=== INSTRUCTIONS FOR THE TASK ===
Would you output all the lines below precisely as they stand, leaving each picture out?

-----

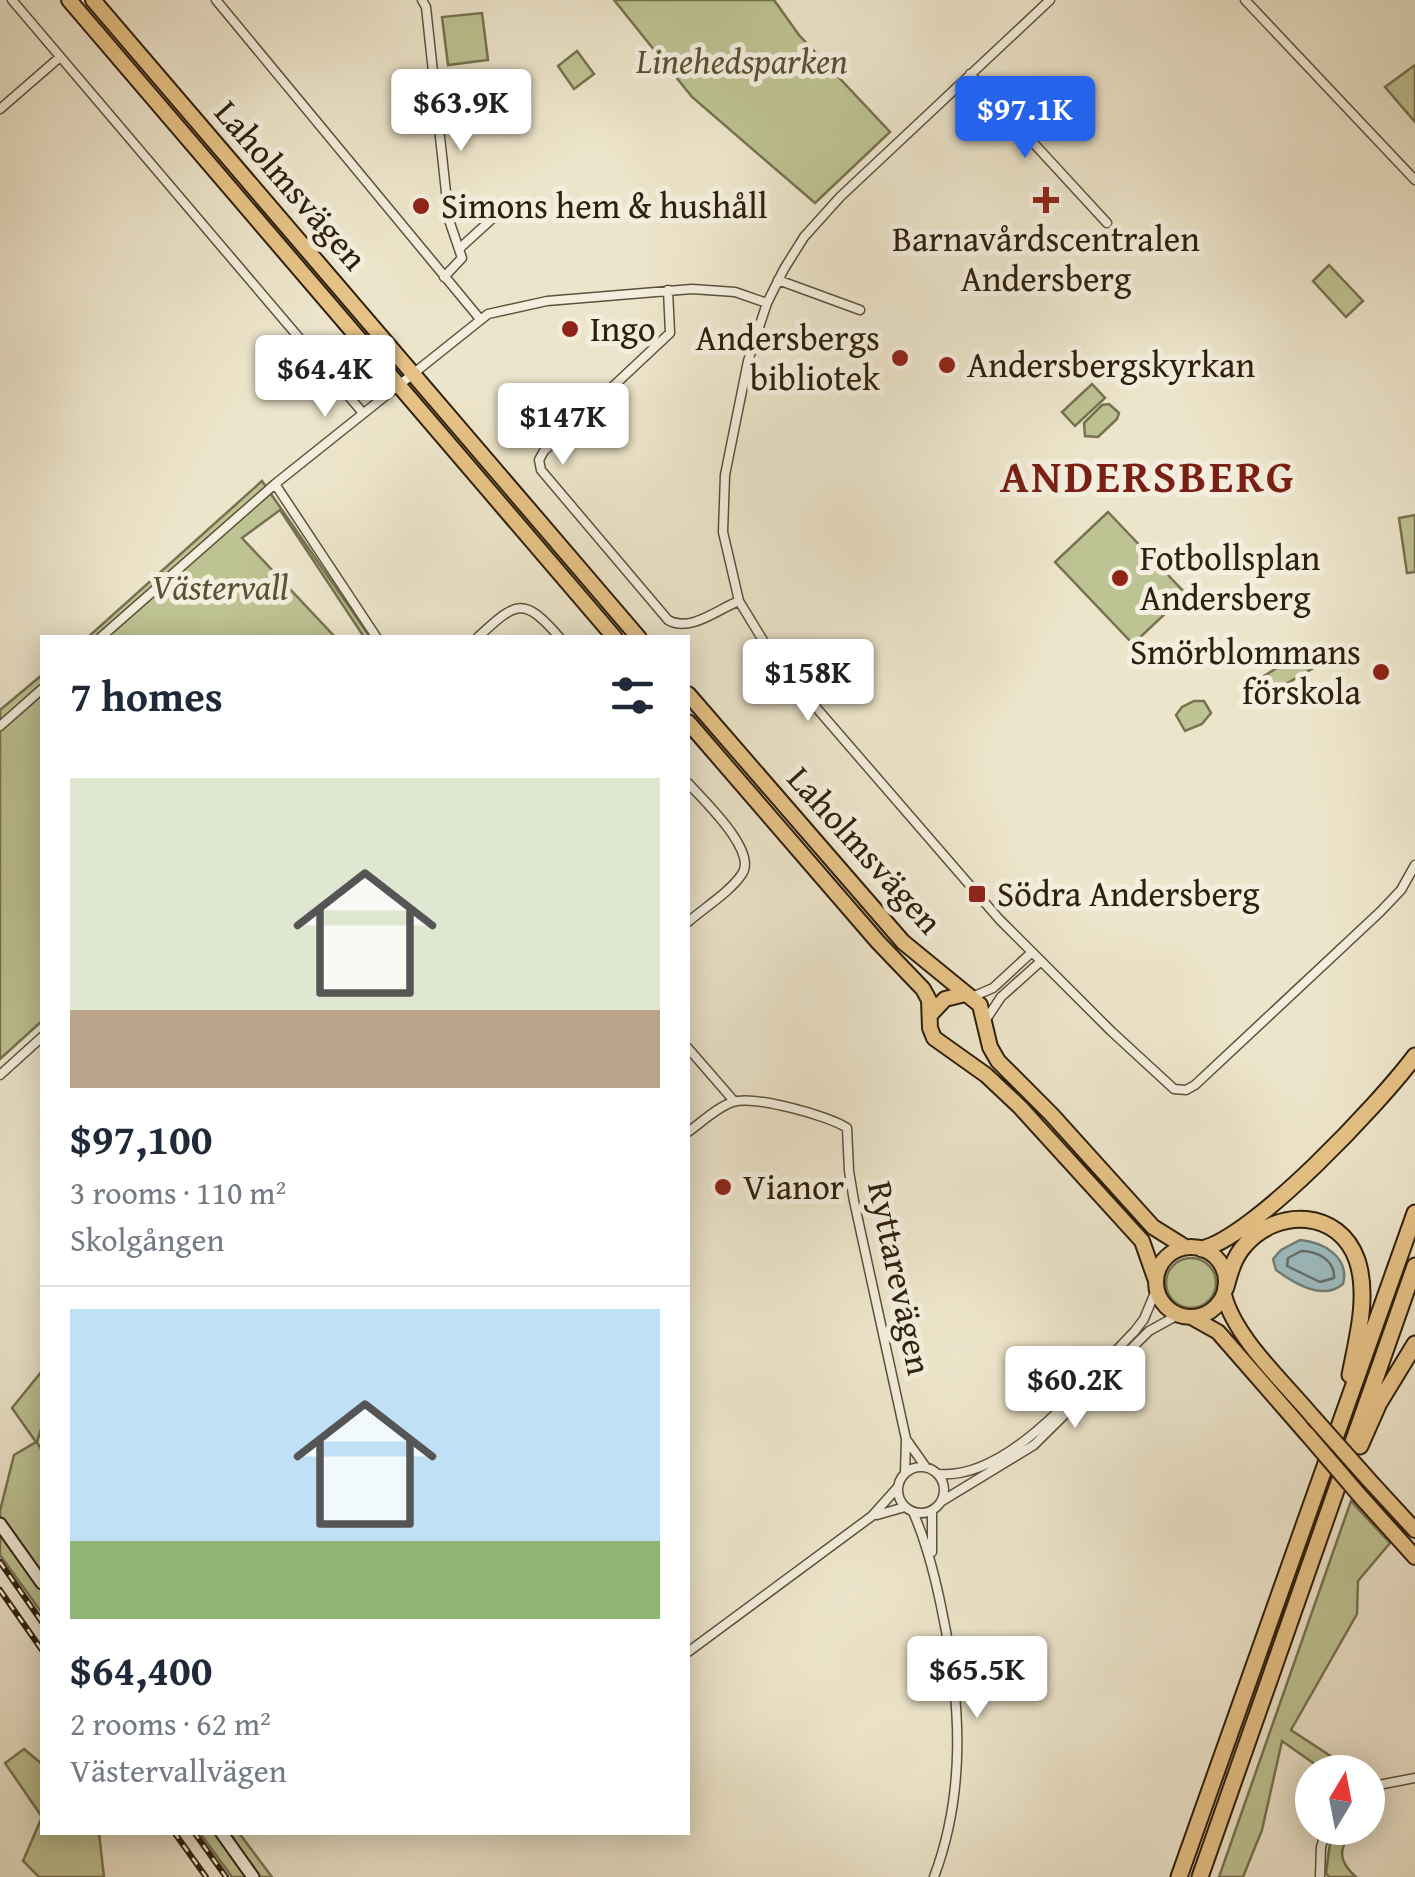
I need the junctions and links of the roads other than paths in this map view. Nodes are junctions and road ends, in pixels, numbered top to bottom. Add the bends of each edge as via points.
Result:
1 (12, 0) edge
2 (69, 0) edge
3 (93, 0) edge
4 (216, 0) edge
5 (422, 0) edge
6 (1050, 0) edge
7 (1245, 0) edge
8 (60, 56) junction
9 (970, 74) junction
10 (0, 109) edge
11 (1415, 180) edge
12 (504, 208) dead end
13 (1107, 222) dead end
14 (460, 248) junction
15 (444, 276) junction
16 (778, 280) junction
17 (668, 290) junction
18 (766, 302) junction
19 (860, 310) dead end
20 (480, 319) junction
21 (415, 374) junction
22 (399, 385) junction
23 (363, 414) junction
24 (275, 484) junction
25 (739, 601) junction
26 (103, 635) edge
27 (375, 635) edge
28 (480, 635) edge
29 (557, 635) edge
30 (612, 635) edge
31 (636, 635) edge
32 (40, 690) edge
33 (690, 696) edge
34 (690, 724) edge
35 (0, 726) edge
36 (690, 785) edge
37 (1415, 864) edge
38 (690, 920) edge
39 (1031, 953) junction
40 (1040, 962) junction
41 (968, 996) junction
42 (930, 1015) junction
43 (986, 1022) junction
44 (40, 1039) edge
45 (690, 1050) edge
46 (1415, 1056) edge
47 (0, 1075) edge
48 (734, 1102) junction
49 (690, 1131) edge
50 (1415, 1213) edge
51 (1194, 1248) junction
52 (1415, 1266) edge
53 (1156, 1284) junction
54 (1225, 1291) junction
55 (1185, 1316) junction
56 (1415, 1344) edge
57 (1339, 1428) junction
58 (906, 1439) junction
59 (925, 1466) junction
60 (905, 1473) junction
61 (938, 1474) junction
62 (898, 1487) junction
63 (942, 1500) junction
64 (909, 1510) junction
65 (932, 1511) junction
66 (872, 1516) junction
67 (0, 1524) edge
68 (1415, 1530) edge
69 (1415, 1557) edge
70 (932, 1561) junction
71 (1307, 1570) junction
72 (40, 1581) edge
73 (690, 1651) edge
74 (1415, 1778) edge
75 (1385, 1784) edge
76 (223, 1835) edge
77 (1322, 1845) edge
78 (253, 1877) edge
79 (934, 1877) edge
80 (1180, 1877) edge
81 (1200, 1877) edge
82 (1320, 1877) edge

1 - 8 street
2 - 22 highway, Laholmsvägen
3 - 21 highway, Laholmsvägen
4 - 15 street
5 - 14 street via 449,220
6 - 9 street
7 - 11 street
8 - 10 street
8 - 23 street
9 - 13 street
9 - 16 street via 840,197
12 - 14 street
14 - 15 street via 462,258
15 - 20 street
16 - 18 street
16 - 19 street
17 - 18 street via 718,290
17 - 20 street via 519,305
17 - 25 street via 670,333 544,451 541,470 668,620 690,624
18 - 25 street via 748,358 722,494 728,565
20 - 21 street
21 - 22 street
21 - 31 highway, Laholmsvägen
22 - 23 street
22 - 30 highway, Laholmsvägen
23 - 24 street
24 - 26 street
24 - 27 street
25 - 39 street via 775,660
28 - 29 street via 510,607 526,606
32 - 35 street
33 - 41 highway, Laholmsvägen via 877,914
34 - 42 highway, Laholmsvägen via 917,981
36 - 38 street via 746,860 742,876
37 - 40 street via 1380,912 1186,1090 1166,1085
39 - 40 street
39 - 41 street via 993,988
40 - 43 street
41 - 42 highway via 945,1000
41 - 43 highway, Laholmsvägen
42 - 53 highway, Laholmsvägen via 938,1043 986,1076 1142,1241
43 - 51 highway, Laholmsvägen via 998,1061 1152,1227
44 - 47 street
45 - 48 street
46 - 51 highway via 1382,1097 1230,1239
48 - 49 street
48 - 58 street, Ryttarevägen via 768,1104 847,1128 852,1186
50 - 57 highway
51 - 53 highway via 1165,1258
51 - 54 highway, Laholmsvägen via 1220,1261
52 - 71 highway
53 - 55 highway, Laholmsvägen via 1164,1305
53 - 61 street via 1134,1332 1031,1435 974,1469
54 - 55 highway via 1211,1311
54 - 57 highway via 1242,1248 1270,1225 1309,1219 1346,1240 1357,1261 1361,1308
54 - 68 highway, Laholmsvägen, bridge via 1242,1333
55 - 63 street via 1149,1332 1034,1445
55 - 69 highway, Laholmsvägen, bridge via 1218,1332
56 - 71 highway via 1380,1404 1319,1557
57 - 80 highway
58 - 59 street, Ryttarevägen
58 - 60 street, Ryttarevägen
59 - 60 street
59 - 61 street, Ryttarevägen
60 - 62 street, Ryttarevägen
61 - 63 street
62 - 64 street
62 - 66 street, Ryttarevägen
63 - 65 street
64 - 65 street
64 - 66 street
64 - 70 street
65 - 70 street
66 - 73 street
67 - 72 main road
70 - 79 street via 955,1671 959,1730 952,1809
71 - 81 highway
74 - 75 street
76 - 78 main road
77 - 82 street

-----

=== SOLUTION FOR THIS TASK ===
I need the junctions and links of the roads other than paths in this map view. Nodes are junctions and road ends, in pixels, numbered top to bottom. Add the bends of each edge as via points.
Result:
1 (12, 0) edge
2 (69, 0) edge
3 (93, 0) edge
4 (216, 0) edge
5 (422, 0) edge
6 (1050, 0) edge
7 (1245, 0) edge
8 (60, 56) junction
9 (970, 74) junction
10 (0, 109) edge
11 (1415, 180) edge
12 (504, 208) dead end
13 (1107, 222) dead end
14 (460, 248) junction
15 (444, 276) junction
16 (778, 280) junction
17 (668, 290) junction
18 (766, 302) junction
19 (860, 310) dead end
20 (480, 319) junction
21 (415, 374) junction
22 (399, 385) junction
23 (363, 414) junction
24 (275, 484) junction
25 (739, 601) junction
26 (103, 635) edge
27 (375, 635) edge
28 (480, 635) edge
29 (557, 635) edge
30 (612, 635) edge
31 (636, 635) edge
32 (40, 690) edge
33 (690, 696) edge
34 (690, 724) edge
35 (0, 726) edge
36 (690, 785) edge
37 (1415, 864) edge
38 (690, 920) edge
39 (1031, 953) junction
40 (1040, 962) junction
41 (968, 996) junction
42 (930, 1015) junction
43 (986, 1022) junction
44 (40, 1039) edge
45 (690, 1050) edge
46 (1415, 1056) edge
47 (0, 1075) edge
48 (734, 1102) junction
49 (690, 1131) edge
50 (1415, 1213) edge
51 (1194, 1248) junction
52 (1415, 1266) edge
53 (1156, 1284) junction
54 (1225, 1291) junction
55 (1185, 1316) junction
56 (1415, 1344) edge
57 (1339, 1428) junction
58 (906, 1439) junction
59 (925, 1466) junction
60 (905, 1473) junction
61 (938, 1474) junction
62 (898, 1487) junction
63 (942, 1500) junction
64 (909, 1510) junction
65 (932, 1511) junction
66 (872, 1516) junction
67 (0, 1524) edge
68 (1415, 1530) edge
69 (1415, 1557) edge
70 (932, 1561) junction
71 (1307, 1570) junction
72 (40, 1581) edge
73 (690, 1651) edge
74 (1415, 1778) edge
75 (1385, 1784) edge
76 (223, 1835) edge
77 (1322, 1845) edge
78 (253, 1877) edge
79 (934, 1877) edge
80 (1180, 1877) edge
81 (1200, 1877) edge
82 (1320, 1877) edge

1 - 8 street
2 - 22 highway, Laholmsvägen
3 - 21 highway, Laholmsvägen
4 - 15 street
5 - 14 street via 449,220
6 - 9 street
7 - 11 street
8 - 10 street
8 - 23 street
9 - 13 street
9 - 16 street via 840,197
12 - 14 street
14 - 15 street via 462,258
15 - 20 street
16 - 18 street
16 - 19 street
17 - 18 street via 718,290
17 - 20 street via 519,305
17 - 25 street via 670,333 544,451 541,470 668,620 690,624
18 - 25 street via 748,358 722,494 728,565
20 - 21 street
21 - 22 street
21 - 31 highway, Laholmsvägen
22 - 23 street
22 - 30 highway, Laholmsvägen
23 - 24 street
24 - 26 street
24 - 27 street
25 - 39 street via 775,660
28 - 29 street via 510,607 526,606
32 - 35 street
33 - 41 highway, Laholmsvägen via 877,914
34 - 42 highway, Laholmsvägen via 917,981
36 - 38 street via 746,860 742,876
37 - 40 street via 1380,912 1186,1090 1166,1085
39 - 40 street
39 - 41 street via 993,988
40 - 43 street
41 - 42 highway via 945,1000
41 - 43 highway, Laholmsvägen
42 - 53 highway, Laholmsvägen via 938,1043 986,1076 1142,1241
43 - 51 highway, Laholmsvägen via 998,1061 1152,1227
44 - 47 street
45 - 48 street
46 - 51 highway via 1382,1097 1230,1239
48 - 49 street
48 - 58 street, Ryttarevägen via 768,1104 847,1128 852,1186
50 - 57 highway
51 - 53 highway via 1165,1258
51 - 54 highway, Laholmsvägen via 1220,1261
52 - 71 highway
53 - 55 highway, Laholmsvägen via 1164,1305
53 - 61 street via 1134,1332 1031,1435 974,1469
54 - 55 highway via 1211,1311
54 - 57 highway via 1242,1248 1270,1225 1309,1219 1346,1240 1357,1261 1361,1308
54 - 68 highway, Laholmsvägen, bridge via 1242,1333
55 - 63 street via 1149,1332 1034,1445
55 - 69 highway, Laholmsvägen, bridge via 1218,1332
56 - 71 highway via 1380,1404 1319,1557
57 - 80 highway
58 - 59 street, Ryttarevägen
58 - 60 street, Ryttarevägen
59 - 60 street
59 - 61 street, Ryttarevägen
60 - 62 street, Ryttarevägen
61 - 63 street
62 - 64 street
62 - 66 street, Ryttarevägen
63 - 65 street
64 - 65 street
64 - 66 street
64 - 70 street
65 - 70 street
66 - 73 street
67 - 72 main road
70 - 79 street via 955,1671 959,1730 952,1809
71 - 81 highway
74 - 75 street
76 - 78 main road
77 - 82 street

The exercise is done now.